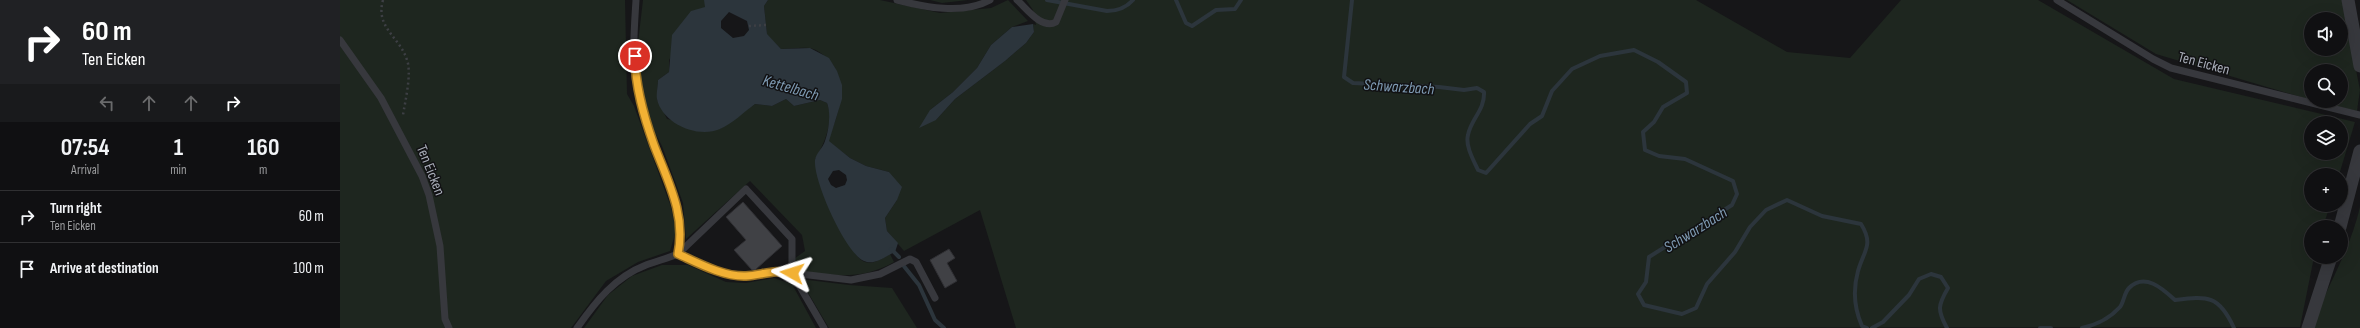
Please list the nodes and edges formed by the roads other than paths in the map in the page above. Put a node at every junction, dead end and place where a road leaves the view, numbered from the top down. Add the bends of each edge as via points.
1 (636, 0) edge
2 (897, 0) edge
3 (990, 0) edge
4 (1017, 0) edge
5 (1065, 0) edge
6 (2057, 0) edge
7 (2348, 0) edge
8 (340, 40) edge
9 (2360, 66) edge
10 (2360, 115) edge
11 (2360, 151) edge
12 (2342, 220) edge
13 (678, 254) junction
14 (2329, 264) edge
15 (792, 273) junction
16 (935, 298) dead end
17 (449, 328) edge
18 (577, 328) edge
19 (824, 328) edge
20 (2308, 328) edge

1 - 13 lane via 635,68 639,96 678,208 681,226
2 - 3 lane via 918,5 955,8
4 - 5 lane via 1045,24 1051,25 1056,22
6 - 10 lane, Ten Eicken via 2171,68
7 - 9 street
8 - 17 lane, Ten Eicken via 381,98 429,195 440,246 444,305
11 - 12 street
13 - 15 lane via 728,274 746,276 772,271
13 - 15 lane via 746,188 792,239
13 - 18 lane via 637,269 616,282 598,299
14 - 20 street
15 - 16 lane via 851,280 880,274 910,259 916,262
15 - 19 lane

EXERCISE OBJECTIVE: Set down the material again exactly. Don't carry over any pictures.

WRITTEN RESPONSE:
Please list the nodes and edges formed by the roads other than paths in the map in the page above. Put a node at every junction, dead end and place where a road leaves the view, numbered from the top down. Add the bends of each edge as via points.
1 (636, 0) edge
2 (897, 0) edge
3 (990, 0) edge
4 (1017, 0) edge
5 (1065, 0) edge
6 (2057, 0) edge
7 (2348, 0) edge
8 (340, 40) edge
9 (2360, 66) edge
10 (2360, 115) edge
11 (2360, 151) edge
12 (2342, 220) edge
13 (678, 254) junction
14 (2329, 264) edge
15 (792, 273) junction
16 (935, 298) dead end
17 (449, 328) edge
18 (577, 328) edge
19 (824, 328) edge
20 (2308, 328) edge

1 - 13 lane via 635,68 639,96 678,208 681,226
2 - 3 lane via 918,5 955,8
4 - 5 lane via 1045,24 1051,25 1056,22
6 - 10 lane, Ten Eicken via 2171,68
7 - 9 street
8 - 17 lane, Ten Eicken via 381,98 429,195 440,246 444,305
11 - 12 street
13 - 15 lane via 728,274 746,276 772,271
13 - 15 lane via 746,188 792,239
13 - 18 lane via 637,269 616,282 598,299
14 - 20 street
15 - 16 lane via 851,280 880,274 910,259 916,262
15 - 19 lane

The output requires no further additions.